Dans le cadre de la réduction
des dépenses publiques, le gouvernement (transparent depuis lundi) de J.-M. Ayrault a décidé d’ouvrir le chantier
de la réforme des prestations sociales et fiscales mises en œuvre dans notre
politique familiale.
La France est le pays d’Europe
qui, avec l’Irlande, a le taux de fécondité le plus élevé (2 enfants par femme,
un atout considérable dans le contexte de vieillissement de la population, les économistes diraient un "avantage comparatif" !). Si
l’on ne peut évidemment pas réduire ce dynamisme démographique à la seule politique
familiale hexagonale, notre modèle de soutien des familles apparait tout de
même utile et nécessaire. Prime de naissance, allocation logement, allocation de rentrée
scolaire, complément familial (liste exhaustive à l’article L 511-1 C. sécu.

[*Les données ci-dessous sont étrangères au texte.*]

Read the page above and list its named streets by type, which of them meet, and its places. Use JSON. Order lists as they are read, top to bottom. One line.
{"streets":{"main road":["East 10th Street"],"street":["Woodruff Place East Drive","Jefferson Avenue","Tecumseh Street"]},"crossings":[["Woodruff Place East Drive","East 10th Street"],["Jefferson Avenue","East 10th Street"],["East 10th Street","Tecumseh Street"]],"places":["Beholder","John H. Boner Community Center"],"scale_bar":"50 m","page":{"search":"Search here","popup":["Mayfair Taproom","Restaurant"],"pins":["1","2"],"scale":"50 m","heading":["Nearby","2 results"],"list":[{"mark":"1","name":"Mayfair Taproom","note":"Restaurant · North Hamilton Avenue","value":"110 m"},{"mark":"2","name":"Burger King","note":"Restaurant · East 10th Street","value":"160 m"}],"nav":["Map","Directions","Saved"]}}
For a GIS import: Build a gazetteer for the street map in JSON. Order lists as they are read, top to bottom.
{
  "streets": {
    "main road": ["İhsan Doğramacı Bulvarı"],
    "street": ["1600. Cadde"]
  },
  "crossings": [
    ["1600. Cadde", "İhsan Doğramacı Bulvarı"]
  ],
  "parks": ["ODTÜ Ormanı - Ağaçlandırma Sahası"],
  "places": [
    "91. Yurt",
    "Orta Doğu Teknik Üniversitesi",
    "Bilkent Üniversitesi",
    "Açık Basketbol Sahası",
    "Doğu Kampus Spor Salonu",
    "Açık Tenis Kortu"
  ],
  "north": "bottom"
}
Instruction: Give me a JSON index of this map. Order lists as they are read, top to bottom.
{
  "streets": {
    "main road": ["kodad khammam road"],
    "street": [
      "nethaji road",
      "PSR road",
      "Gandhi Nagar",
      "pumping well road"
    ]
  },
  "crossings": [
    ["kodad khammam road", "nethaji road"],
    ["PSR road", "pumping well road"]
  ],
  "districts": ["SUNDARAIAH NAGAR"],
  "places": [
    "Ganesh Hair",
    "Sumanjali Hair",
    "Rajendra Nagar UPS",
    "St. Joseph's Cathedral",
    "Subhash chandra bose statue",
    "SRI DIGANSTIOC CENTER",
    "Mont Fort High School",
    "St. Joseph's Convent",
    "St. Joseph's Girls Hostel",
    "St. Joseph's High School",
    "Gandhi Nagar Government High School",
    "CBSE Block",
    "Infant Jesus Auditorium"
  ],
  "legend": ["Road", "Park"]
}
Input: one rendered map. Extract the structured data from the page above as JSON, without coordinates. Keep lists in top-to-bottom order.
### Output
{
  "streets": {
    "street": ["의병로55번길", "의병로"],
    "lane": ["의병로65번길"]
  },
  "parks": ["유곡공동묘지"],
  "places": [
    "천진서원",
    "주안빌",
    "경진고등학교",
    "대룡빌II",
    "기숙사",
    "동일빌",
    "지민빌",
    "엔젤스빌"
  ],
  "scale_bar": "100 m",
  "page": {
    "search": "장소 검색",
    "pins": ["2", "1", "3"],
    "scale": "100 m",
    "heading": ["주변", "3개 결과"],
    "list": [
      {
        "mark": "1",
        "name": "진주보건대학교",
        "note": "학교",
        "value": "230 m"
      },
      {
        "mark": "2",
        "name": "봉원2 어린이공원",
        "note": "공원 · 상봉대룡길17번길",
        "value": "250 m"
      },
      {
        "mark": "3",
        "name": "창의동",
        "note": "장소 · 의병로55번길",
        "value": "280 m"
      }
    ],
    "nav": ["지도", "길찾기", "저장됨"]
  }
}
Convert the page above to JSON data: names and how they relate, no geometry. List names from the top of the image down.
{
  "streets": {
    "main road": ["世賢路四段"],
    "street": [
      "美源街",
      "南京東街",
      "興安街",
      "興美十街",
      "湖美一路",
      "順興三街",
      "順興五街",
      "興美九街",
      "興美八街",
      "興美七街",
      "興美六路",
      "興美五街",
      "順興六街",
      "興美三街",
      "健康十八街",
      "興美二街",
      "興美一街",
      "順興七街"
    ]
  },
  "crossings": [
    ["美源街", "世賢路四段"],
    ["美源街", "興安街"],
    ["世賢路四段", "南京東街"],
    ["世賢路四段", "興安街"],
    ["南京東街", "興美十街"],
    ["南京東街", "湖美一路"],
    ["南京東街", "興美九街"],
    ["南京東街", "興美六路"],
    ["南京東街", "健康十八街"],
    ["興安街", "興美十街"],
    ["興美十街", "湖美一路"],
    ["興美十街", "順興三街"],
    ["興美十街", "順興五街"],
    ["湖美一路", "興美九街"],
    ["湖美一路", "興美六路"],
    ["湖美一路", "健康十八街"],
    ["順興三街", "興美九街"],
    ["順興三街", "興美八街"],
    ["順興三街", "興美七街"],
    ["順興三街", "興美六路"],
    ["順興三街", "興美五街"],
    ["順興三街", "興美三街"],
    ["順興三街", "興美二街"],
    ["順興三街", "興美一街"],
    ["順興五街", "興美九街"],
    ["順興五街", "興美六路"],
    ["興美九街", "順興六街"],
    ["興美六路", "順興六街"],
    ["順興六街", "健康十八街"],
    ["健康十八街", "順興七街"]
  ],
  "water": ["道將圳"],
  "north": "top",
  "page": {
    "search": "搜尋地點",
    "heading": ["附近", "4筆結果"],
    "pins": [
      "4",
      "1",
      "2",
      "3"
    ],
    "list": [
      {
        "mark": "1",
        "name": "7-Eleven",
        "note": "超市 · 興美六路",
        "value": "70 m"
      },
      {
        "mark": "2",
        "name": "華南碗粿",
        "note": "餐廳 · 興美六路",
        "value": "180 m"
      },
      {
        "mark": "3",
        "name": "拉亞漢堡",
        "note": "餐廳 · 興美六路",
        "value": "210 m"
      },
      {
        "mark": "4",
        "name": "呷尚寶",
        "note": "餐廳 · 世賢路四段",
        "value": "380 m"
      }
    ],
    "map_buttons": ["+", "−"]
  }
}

Soc.), les prestations sont nombreuses, parfois coûteuses (mais la justice sociale a un prix : l’ensemble
représente 5 % du PIB), mais elles s’inscrivent dans une logique de solidarité,
qui en période de crise économique et de dislocation de la famille (les débats actuels sur le "mariage pour tous" montre le degré de privatisation des liens familiaux...), sont
précieuses notamment à l’endroit des ménages les plus modestes.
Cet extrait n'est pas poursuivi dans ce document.